Publication

Prognostic impact of the neutrophil-to-lymphocyte ratio in men with metastatic castration-resistant prostate cancer

Journal Paper/Review - Mar 15, 2014

Units
PubMed
Doi

Citation
Sonpavde G, Smith M, Lechuga M, Chow-Maneval E, Chen I, Paolini J, Wang S, Templeton A, Vardy J, Clarke S, Armstrong A, Pond G, Michaelson M. Prognostic impact of the neutrophil-to-lymphocyte ratio in men with metastatic castration-resistant prostate cancer. Clin Genitourin Cancer 2014; 12:317-24.
Type
Journal Paper/Review (English)
Journal
Clin Genitourin Cancer 2014; 12
Publication Date
Mar 15, 2014
Issn Electronic
1938-0682
Pages
317-24
Brief description/objective

BACKGROUND
We retrospectively evaluated the prognostic impact of neutrophil-lymphocyte ratio (NLR) as a marker for inflammatory and immune state in men with progressive metastatic castration resistant prostate cancer (mCRPC) following docetaxel.

METHODS
The SUN-1120 phase III trial comparing prednisone combined with sunitinib (n = 584) or placebo (n = 289) for mCRPC following docetaxel-based chemotherapy was evaluated. The arms were combined for analysis, since no difference was observed in the primary endpoint of overall survival (OS). A logarithmic transformation was applied to non-normal factors. The Kaplan-Meier method was used for OS estimation.
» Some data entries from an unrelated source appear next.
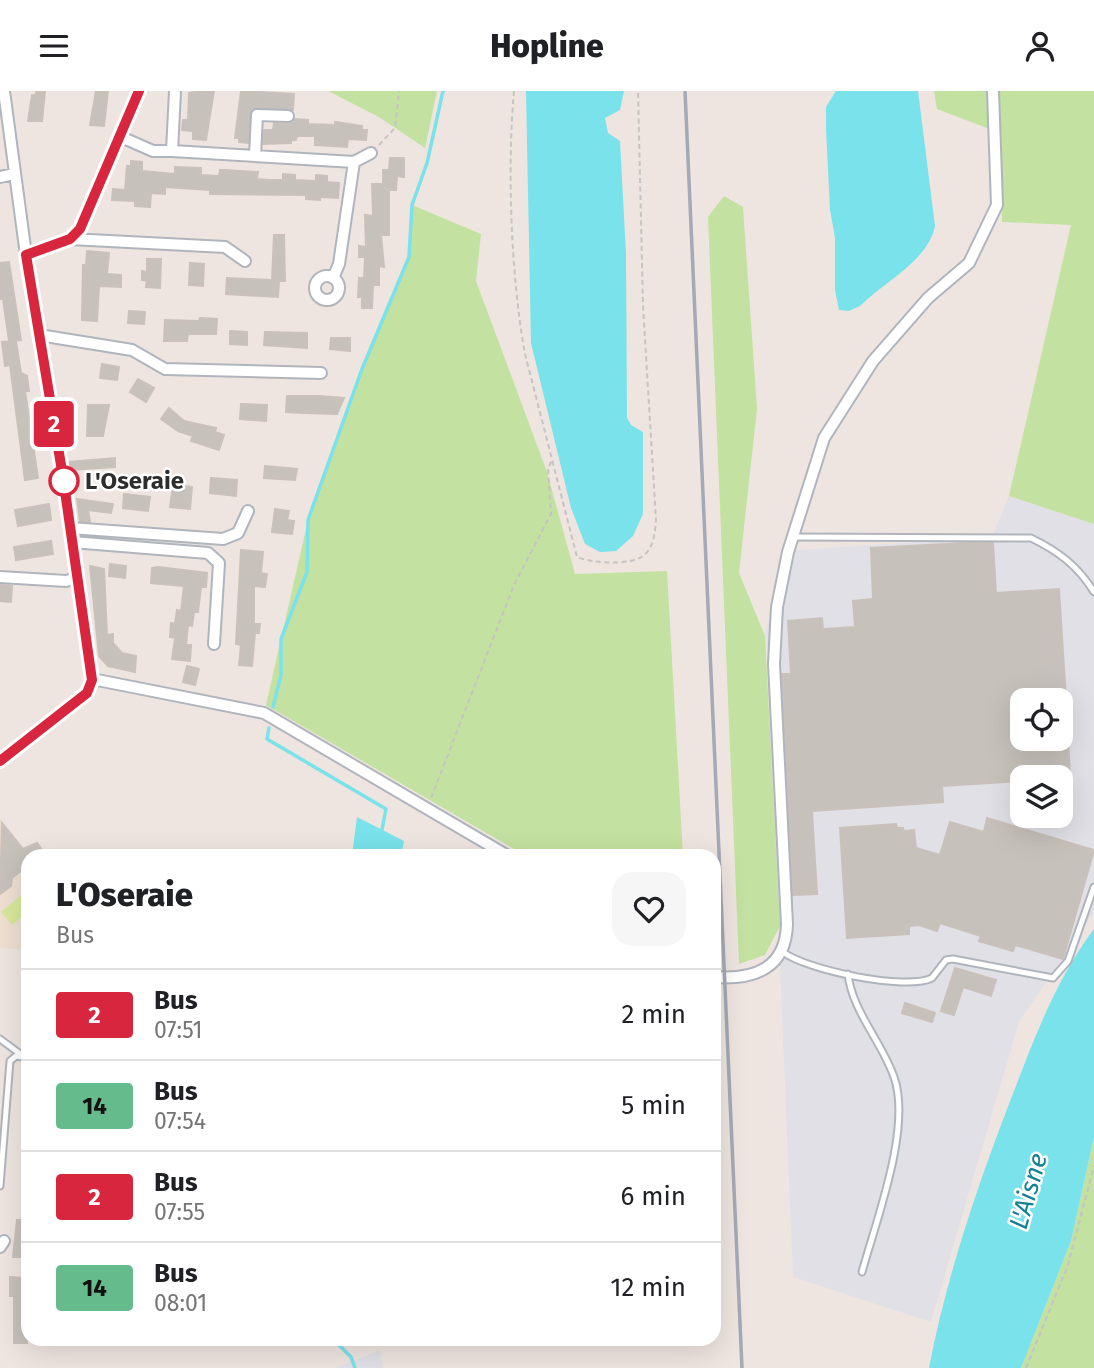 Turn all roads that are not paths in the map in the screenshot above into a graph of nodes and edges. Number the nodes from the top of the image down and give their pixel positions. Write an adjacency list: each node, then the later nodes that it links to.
1 (4, 91): 11 (street)
2 (139, 91): 6 (street)
3 (175, 91): 7 (street)
4 (993, 91): 21 (street)
5 (288, 117): 9 (street)
6 (121, 137): 7 (street); 13 (street)
7 (172, 151): 9 (street)
8 (371, 153): 10 (street)
9 (255, 156): 10 (street)
10 (354, 162): 16 (street)
11 (15, 174): 12 (street); 14 (street)
12 (0, 177)
13 (70, 239): 14 (street); 15 (street)
14 (26, 255): 17 (street)
15 (245, 261)
16 (333, 278)
17 (39, 335): 18 (street); 20 (street)
18 (321, 373)
19 (248, 511): 20 (street)
20 (70, 528): 22 (street)
21 (792, 537): 25 (lane); 31 (street)
22 (72, 542): 24 (street); 26 (street)
23 (0, 577): 24 (street)
24 (77, 578): 27 (street)
25 (1094, 592)
26 (214, 644)
27 (92, 680): 28 (street); 29 (street)
28 (0, 761)
29 (496, 849)
30 (1094, 887): 32 (lane)
31 (783, 952): 32 (lane); 33 (street)
32 (848, 974): 38 (lane)
33 (721, 977)
34 (0, 1039): 35 (lane)
35 (21, 1055)
36 (21, 1057): 37 (lane)
37 (0, 1186)
38 (862, 1272)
To identify an optimal prognostic model for survival, we used a Cox proportional hazards regression method with forward stepwise selection, stratifying for ECOG PS, progression type (prostate specific antigen [PSA] or radiographic) and treatment group. Patients were categorized into risk groups.

RESULTS
Complete data was evaluable for 784 men. The factors used in the model that remained individually significant for OS in multivariable analysis were: log-lactate dehydrogenase level (LDH) level (HR 2.86 [95% CI = 2.29, 3.56], P < .001), hemoglobin (0.80 [0.74, 0.85], P < .001), > 1 organ involved by metastatic disease (1.49 [1.21, 1.84], P < .001), log-alkaline phosphatase (1.13 [0.99, 1.28], P = .074), log-number of prior cycles of docetaxel (0.84 [0.71, 0.98], P = .031), progression on docetaxel (1.35 [1.00, 1.81], P = .049), log-PSA (1.06 [1.00, 1.12], P = .075) and log-NLR (1.55 [1.32, 1.83], P < .001). NLR increased the c-statistic of the prognostic model from 0.703 to 0.715.

CONCLUSION
High NLR may be associated with an independent poor prognostic impact in post-docetaxel patients with mCRPC. These data warrant external validation.